Give back the line where "Please list the" appears and all the lines after it until the listing ends, unchanged and with nothing else.

*Provided information:*
::::::
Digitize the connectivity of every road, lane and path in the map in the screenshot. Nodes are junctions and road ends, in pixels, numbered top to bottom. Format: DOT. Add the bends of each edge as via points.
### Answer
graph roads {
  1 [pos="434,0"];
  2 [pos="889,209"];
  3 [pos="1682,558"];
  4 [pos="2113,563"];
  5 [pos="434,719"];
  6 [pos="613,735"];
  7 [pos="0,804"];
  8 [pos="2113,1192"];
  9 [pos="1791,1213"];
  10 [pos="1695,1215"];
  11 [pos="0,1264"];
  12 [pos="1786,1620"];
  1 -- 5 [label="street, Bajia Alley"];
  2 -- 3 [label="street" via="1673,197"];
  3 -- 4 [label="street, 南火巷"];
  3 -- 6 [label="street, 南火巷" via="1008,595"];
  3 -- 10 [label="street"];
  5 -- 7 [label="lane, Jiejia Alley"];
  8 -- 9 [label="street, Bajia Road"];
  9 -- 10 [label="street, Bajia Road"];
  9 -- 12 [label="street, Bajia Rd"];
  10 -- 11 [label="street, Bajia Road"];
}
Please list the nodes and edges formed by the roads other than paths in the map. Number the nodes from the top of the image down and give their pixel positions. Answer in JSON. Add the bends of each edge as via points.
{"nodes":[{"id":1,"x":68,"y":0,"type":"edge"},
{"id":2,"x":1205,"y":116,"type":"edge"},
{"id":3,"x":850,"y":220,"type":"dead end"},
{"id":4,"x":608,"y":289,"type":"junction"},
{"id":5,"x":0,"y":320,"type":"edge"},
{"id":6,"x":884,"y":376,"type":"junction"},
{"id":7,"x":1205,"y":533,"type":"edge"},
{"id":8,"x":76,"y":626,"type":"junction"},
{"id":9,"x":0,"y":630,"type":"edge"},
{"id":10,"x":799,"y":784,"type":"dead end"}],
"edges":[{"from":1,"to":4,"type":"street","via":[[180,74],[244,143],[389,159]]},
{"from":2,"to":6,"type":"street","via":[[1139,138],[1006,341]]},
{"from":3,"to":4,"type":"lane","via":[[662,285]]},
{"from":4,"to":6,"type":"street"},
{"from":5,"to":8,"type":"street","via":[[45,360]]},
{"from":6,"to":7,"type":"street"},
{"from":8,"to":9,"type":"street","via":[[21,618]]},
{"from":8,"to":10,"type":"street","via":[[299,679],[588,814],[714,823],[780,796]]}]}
::::::
*Answer section:*
Please list the nodes and edges formed by the roads other than paths in the map. Number the nodes from the top of the image down and give their pixel positions. Answer in JSON. Add the bends of each edge as via points.
{"nodes":[{"id":1,"x":68,"y":0,"type":"edge"},
{"id":2,"x":1205,"y":116,"type":"edge"},
{"id":3,"x":850,"y":220,"type":"dead end"},
{"id":4,"x":608,"y":289,"type":"junction"},
{"id":5,"x":0,"y":320,"type":"edge"},
{"id":6,"x":884,"y":376,"type":"junction"},
{"id":7,"x":1205,"y":533,"type":"edge"},
{"id":8,"x":76,"y":626,"type":"junction"},
{"id":9,"x":0,"y":630,"type":"edge"},
{"id":10,"x":799,"y":784,"type":"dead end"}],
"edges":[{"from":1,"to":4,"type":"street","via":[[180,74],[244,143],[389,159]]},
{"from":2,"to":6,"type":"street","via":[[1139,138],[1006,341]]},
{"from":3,"to":4,"type":"lane","via":[[662,285]]},
{"from":4,"to":6,"type":"street"},
{"from":5,"to":8,"type":"street","via":[[45,360]]},
{"from":6,"to":7,"type":"street"},
{"from":8,"to":9,"type":"street","via":[[21,618]]},
{"from":8,"to":10,"type":"street","via":[[299,679],[588,814],[714,823],[780,796]]}]}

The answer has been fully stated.